Currency Reform

RMB issue is a US smokescreen for the G20

By Huang Shuo (chinadaily.com.cn)
Updated: 2010-11-09 10:57
Large Medium Small

The G20 summit will be held in Seoul in the Republic of Korea from Nov 11 to 12. The gathering of the world's most powerful leaders attracts international attention as a platform for countries to play national interest games instead of addressing the current real hot topics. Developed and emerging countries have their own plans and goals which they expect to be implemented and achieved at this platform of the international community.

The rise of Asia is reflected by the fact the meeting is organized by an Asian country for the first time - the Republic of Korea. The new orientation of development in the world has moved to the East from the West, which is a good and reasonable explanation for America's change in global strategy after President Obama took office early in 2009.

Hence, the issues likely to be discussed at the summit will concentrate on the currency war generally caused by trade deficits and import and export volumes. The issue is likely to be linked to domestic employment rate key indicators for evaluating the governance of authorities and posing gains and losses of supporters for the government.

The foreign exchange rate has been acknowledged by most nations' importers as an effective tool and protection measure for profits in the era of free trade, a consensus agreed to by most countries around the world. Whether the country undervalues its currency or not has become a global issue of concern to other relevant counterparts in trade talks.

An artificial setting of a numerical target cannot but remind us of the days of the planned economy, and we believe that a discussion about a current account target misses the whole point of the G20 summit in Seoul, as expressed by Cui Tiankai, China's vice-foreign minister, on Nov 5. China and America's currency exchange rate accounts for most of the disputes between both sides. The voice of China offers its sticky stance for backing up free trade and calling for changes in US attitudes on the renminbi issue. Its own trade structure defects, not the RMB issue, is the main reason for US trade losses with China.

Some scholars in China estimate that there are few possibilities to reach agreement on the RMB exchange rate at the G20 Seoul summit, which only the US blames for its trade deficits. And de-appreciation of major currencies in the world will emerge as a new phenomenon in global market, so the continued weakness of the US dollar originating from the expectation of quantitative easing policy likely will continue.

Chinese Vice Minister of Finance Zhu Guangyao said on Nov 8 that the first round of the US quantitative easing policy in 2009 matched the rebound due to lack of liquidity in the world's economy, but added that the second rounds of treasury bond buyouts to pour cashes into the financial system probably triggered turbulence in the context of recovering prosperity. Meanwhile, a second round of quantitative easing (QE2) by the US Federal Reserve has been resulting in concerns that this step is solely benefiting America and sacrificing stable economic growth outside the US.

Rare earth is another topic of great importance. China is the country that owns the largest reserves of rare earth in the world.
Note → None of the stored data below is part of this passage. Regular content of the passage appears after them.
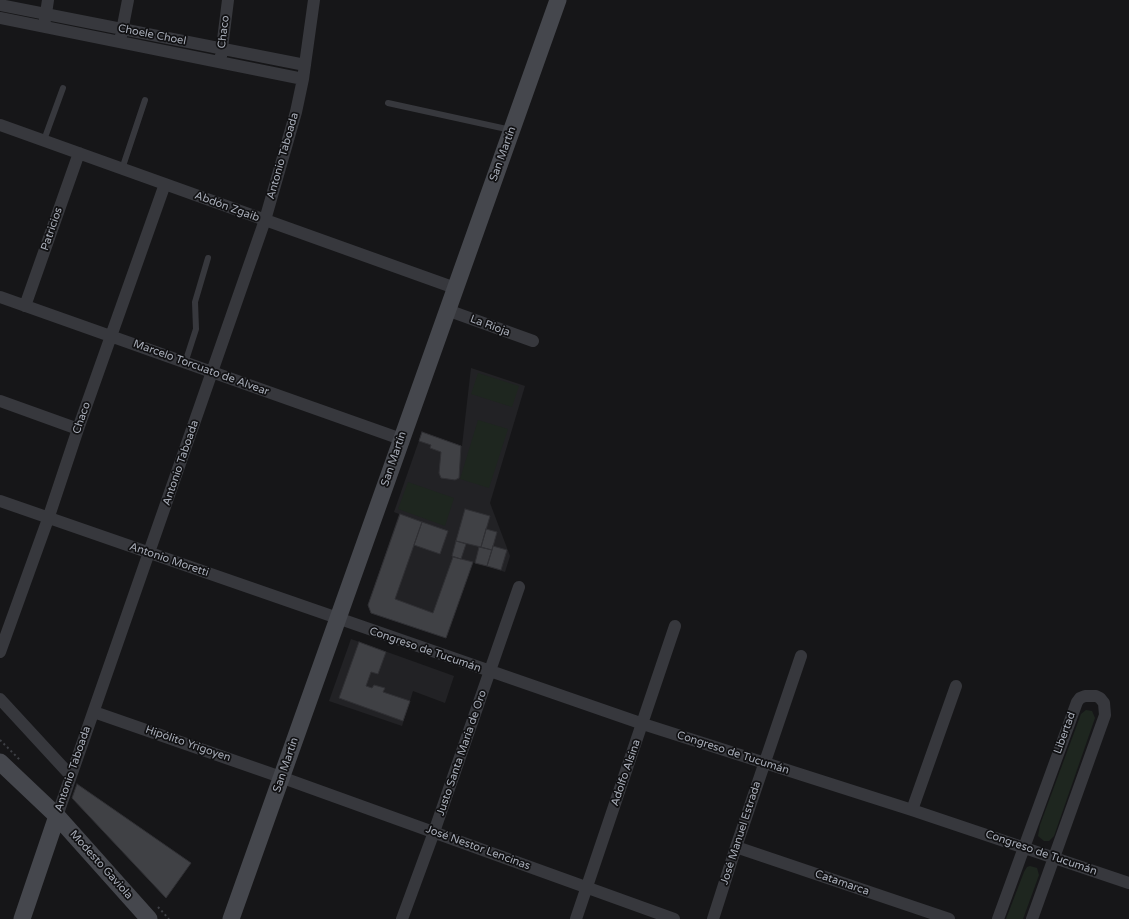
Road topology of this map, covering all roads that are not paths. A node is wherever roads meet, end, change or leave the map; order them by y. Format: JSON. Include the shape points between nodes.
{"nodes":[{"id":1,"x":48,"y":0,"type":"edge"},
{"id":2,"x":128,"y":0,"type":"edge"},
{"id":3,"x":228,"y":0,"type":"edge"},
{"id":4,"x":314,"y":0,"type":"edge"},
{"id":5,"x":558,"y":0,"type":"edge"},
{"id":6,"x":0,"y":4,"type":"edge"},
{"id":7,"x":46,"y":14,"type":"junction"},
{"id":8,"x":0,"y":18,"type":"edge"},
{"id":9,"x":44,"y":27,"type":"junction"},
{"id":10,"x":123,"y":29,"type":"junction"},
{"id":11,"x":120,"y":43,"type":"junction"},
{"id":12,"x":222,"y":49,"type":"junction"},
{"id":13,"x":220,"y":63,"type":"junction"},
{"id":14,"x":305,"y":65,"type":"junction"},
{"id":15,"x":302,"y":80,"type":"junction"},
{"id":16,"x":62,"y":88,"type":"dead end"},
{"id":17,"x":145,"y":100,"type":"dead end"},
{"id":18,"x":388,"y":103,"type":"dead end"},
{"id":19,"x":0,"y":125,"type":"edge"},
{"id":20,"x":511,"y":130,"type":"junction"},
{"id":21,"x":44,"y":140,"type":"junction"},
{"id":22,"x":79,"y":153,"type":"junction"},
{"id":23,"x":122,"y":169,"type":"junction"},
{"id":24,"x":165,"y":184,"type":"junction"},
{"id":25,"x":265,"y":220,"type":"junction"},
{"id":26,"x":208,"y":258,"type":"dead end"},
{"id":27,"x":455,"y":288,"type":"junction"},
{"id":28,"x":0,"y":297,"type":"edge"},
{"id":29,"x":25,"y":306,"type":"junction"},
{"id":30,"x":447,"y":310,"type":"junction"},
{"id":31,"x":111,"y":336,"type":"junction"},
{"id":32,"x":533,"y":341,"type":"dead end"},
{"id":33,"x":185,"y":363,"type":"junction"},
{"id":34,"x":213,"y":372,"type":"junction"},
{"id":35,"x":0,"y":401,"type":"edge"},
{"id":36,"x":78,"y":429,"type":"junction"},
{"id":37,"x":401,"y":439,"type":"junction"},
{"id":38,"x":0,"y":501,"type":"edge"},
{"id":39,"x":48,"y":519,"type":"junction"},
{"id":40,"x":149,"y":553,"type":"junction"},
{"id":41,"x":519,"y":587,"type":"dead end"},
{"id":42,"x":338,"y":619,"type":"junction"},
{"id":43,"x":675,"y":626,"type":"dead end"},
{"id":44,"x":0,"y":652,"type":"edge"},
{"id":45,"x":801,"y":656,"type":"dead end"},
{"id":46,"x":490,"y":672,"type":"junction"},
{"id":47,"x":956,"y":686,"type":"dead end"},
{"id":48,"x":0,"y":699,"type":"edge"},
{"id":49,"x":94,"y":712,"type":"junction"},
{"id":50,"x":643,"y":724,"type":"junction"},
{"id":51,"x":0,"y":762,"type":"edge"},
{"id":52,"x":765,"y":763,"type":"junction"},
{"id":53,"x":71,"y":776,"type":"junction"},
{"id":54,"x":282,"y":778,"type":"junction"},
{"id":55,"x":912,"y":810,"type":"junction"},
{"id":56,"x":57,"y":816,"type":"junction"},
{"id":57,"x":434,"y":832,"type":"junction"},
{"id":58,"x":736,"y":847,"type":"junction"},
{"id":59,"x":1024,"y":847,"type":"junction"},
{"id":60,"x":1054,"y":858,"type":"junction"},
{"id":61,"x":1129,"y":883,"type":"edge"},
{"id":62,"x":587,"y":888,"type":"junction"},
{"id":63,"x":22,"y":919,"type":"edge"},
{"id":64,"x":149,"y":919,"type":"edge"},
{"id":65,"x":231,"y":919,"type":"edge"},
{"id":66,"x":402,"y":919,"type":"edge"},
{"id":67,"x":576,"y":919,"type":"edge"},
{"id":68,"x":674,"y":919,"type":"edge"},
{"id":69,"x":713,"y":919,"type":"edge"},
{"id":70,"x":949,"y":919,"type":"edge"},
{"id":71,"x":998,"y":919,"type":"edge"},
{"id":72,"x":1032,"y":919,"type":"edge"}],
"edges":[{"from":1,"to":7,"type":"street"},
{"from":2,"to":10,"type":"street"},
{"from":3,"to":12,"type":"street","name":"Chaco"},
{"from":4,"to":14,"type":"street","name":"Antonio Taboada"},
{"from":5,"to":20,"type":"main road","name":"San Martín"},
{"from":6,"to":7,"type":"street","name":"Choele Choel"},
{"from":7,"to":9,"type":"street"},
{"from":7,"to":10,"type":"street","name":"Choele Choel"},
{"from":8,"to":9,"type":"street","name":"Choele Choel"},
{"from":9,"to":11,"type":"street","name":"Choele Choel"},
{"from":10,"to":11,"type":"street"},
{"from":10,"to":12,"type":"street","name":"Choele Choel"},
{"from":11,"to":13,"type":"street","name":"Choele Choel"},
{"from":12,"to":13,"type":"street","name":"Chaco"},
{"from":12,"to":14,"type":"street","name":"Choele Choel"},
{"from":13,"to":15,"type":"street","name":"Choele Choel"},
{"from":14,"to":15,"type":"street","name":"Antonio Taboada"},
{"from":15,"to":25,"type":"street","name":"Antonio Taboada","via":[[296,112]]},
{"from":16,"to":21,"type":"lane"},
{"from":17,"to":23,"type":"lane"},
{"from":18,"to":20,"type":"lane"},
{"from":19,"to":21,"type":"street","name":"Abdón Zgaib"},
{"from":20,"to":27,"type":"main road","name":"San Martín"},
{"from":21,"to":22,"type":"street","name":"Abdón Zgaib"},
{"from":22,"to":23,"type":"street","name":"Abdón Zgaib"},
{"from":22,"to":29,"type":"street","name":"Patricios"},
{"from":23,"to":24,"type":"street","name":"Abdón Zgaib"},
{"from":24,"to":25,"type":"street","name":"Abdón Zgaib"},
{"from":24,"to":31,"type":"street","name":"Chaco"},
{"from":25,"to":27,"type":"street","name":"Abdón Zgaib"},
{"from":25,"to":34,"type":"street","name":"Antonio Taboada"},
{"from":26,"to":33,"type":"lane","via":[[195,302],[196,329]]},
{"from":27,"to":30,"type":"main road","name":"San Martín"},
{"from":28,"to":29,"type":"street","name":"Marcelo Torcuato de Alvear"},
{"from":29,"to":31,"type":"street","name":"Marcelo Torcuato de Alvear"},
{"from":30,"to":32,"type":"street","name":"La Rioja"},
{"from":30,"to":37,"type":"main road","name":"San Martín"},
{"from":31,"to":33,"type":"street","name":"Marcelo Torcuato de Alvear"},
{"from":31,"to":36,"type":"street","name":"Chaco"},
{"from":33,"to":34,"type":"street","name":"Marcelo Torcuato de Alvear"},
{"from":34,"to":37,"type":"street","name":"Marcelo Torcuato de Alvear"},
{"from":34,"to":40,"type":"street","name":"Antonio Taboada"},
{"from":35,"to":36,"type":"street"},
{"from":36,"to":39,"type":"street","name":"Chaco"},
{"from":37,"to":42,"type":"main road","name":"San Martín"},
{"from":38,"to":39,"type":"street","name":"Antonio Moretti"},
{"from":39,"to":40,"type":"street","name":"Antonio Moretti"},
{"from":39,"to":44,"type":"street","name":"Chaco"},
{"from":40,"to":42,"type":"street","name":"Antonio Moretti"},
{"from":40,"to":49,"type":"street","name":"Antonio Taboada"},
{"from":41,"to":46,"type":"street","name":"Justo Santa María de Oro"},
{"from":42,"to":46,"type":"street","name":"Congreso de Tucumán"},
{"from":42,"to":54,"type":"main road","name":"San Martín"},
{"from":43,"to":50,"type":"street","name":"Adolfo Alsina"},
{"from":45,"to":52,"type":"street","name":"José Manuel Estrada"},
{"from":46,"to":50,"type":"street","name":"Congreso de Tucumán"},
{"from":46,"to":57,"type":"street","name":"Justo Santa María de Oro"},
{"from":47,"to":55,"type":"street"},
{"from":48,"to":53,"type":"street"},
{"from":49,"to":53,"type":"street","name":"Antonio Taboada"},
{"from":49,"to":54,"type":"street","name":"Hipólito Yrigoyen"},
{"from":50,"to":52,"type":"street","name":"Congreso de Tucumán"},
{"from":50,"to":62,"type":"street","name":"Adolfo Alsina"},
{"from":51,"to":56,"type":"main road","name":"Modesto Gaviola"},
{"from":52,"to":55,"type":"street","name":"Congreso de Tucumán"},
{"from":52,"to":58,"type":"street","name":"José Manuel Estrada"},
{"from":53,"to":56,"type":"street","name":"Antonio Taboada"},
{"from":54,"to":57,"type":"street","name":"José Nestor Lencinas"},
{"from":54,"to":65,"type":"main road","name":"San Martín"},
{"from":55,"to":59,"type":"street","name":"Congreso de Tucumán"},
{"from":56,"to":63,"type":"main road","name":"Antonio Taboada"},
{"from":56,"to":64,"type":"main road","name":"Modesto Gaviola"},
{"from":57,"to":62,"type":"street","name":"José Nestor Lencinas"},
{"from":57,"to":66,"type":"street","name":"Justo Santa María de Oro"},
{"from":58,"to":69,"type":"street","name":"José Manuel Estrada"},
{"from":58,"to":70,"type":"street","name":"Catamarca"},
{"from":59,"to":60,"type":"street","name":"Congreso de Tucumán"},
{"from":59,"to":60,"type":"street","name":"Libertad","via":[[1077,702],[1085,696],[1096,696],[1104,703],[1105,715]]},
{"from":59,"to":71,"type":"street","name":"Libertad"},
{"from":60,"to":61,"type":"street","name":"Congreso de Tucumán"},
{"from":60,"to":72,"type":"street","name":"Libertad"},
{"from":62,"to":67,"type":"street","name":"Adolfo Alsina"},
{"from":62,"to":68,"type":"street","name":"José Nestor Lencinas"}]}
China, which produces 95 percent of the world's supplies, has reduced 2010 production levels and slashed export quotas by 72 percent for the second half to 7,976 tons, according to data from China's Ministry of Commerce. China's export quota on rare earth has attracted concerns from Japan, the US and European Union. White House Spokesman Robert Gibbs said at recent press conference that the US government might raise the rare earth issue at the upcoming G20 meeting in Seoul.

A common subject for discussion should be the global economic recovery. Boosting economic growth and promoting employment are affiliated to the recovery for major economies to confront jointly in the wake of the 2008 international financial crisis.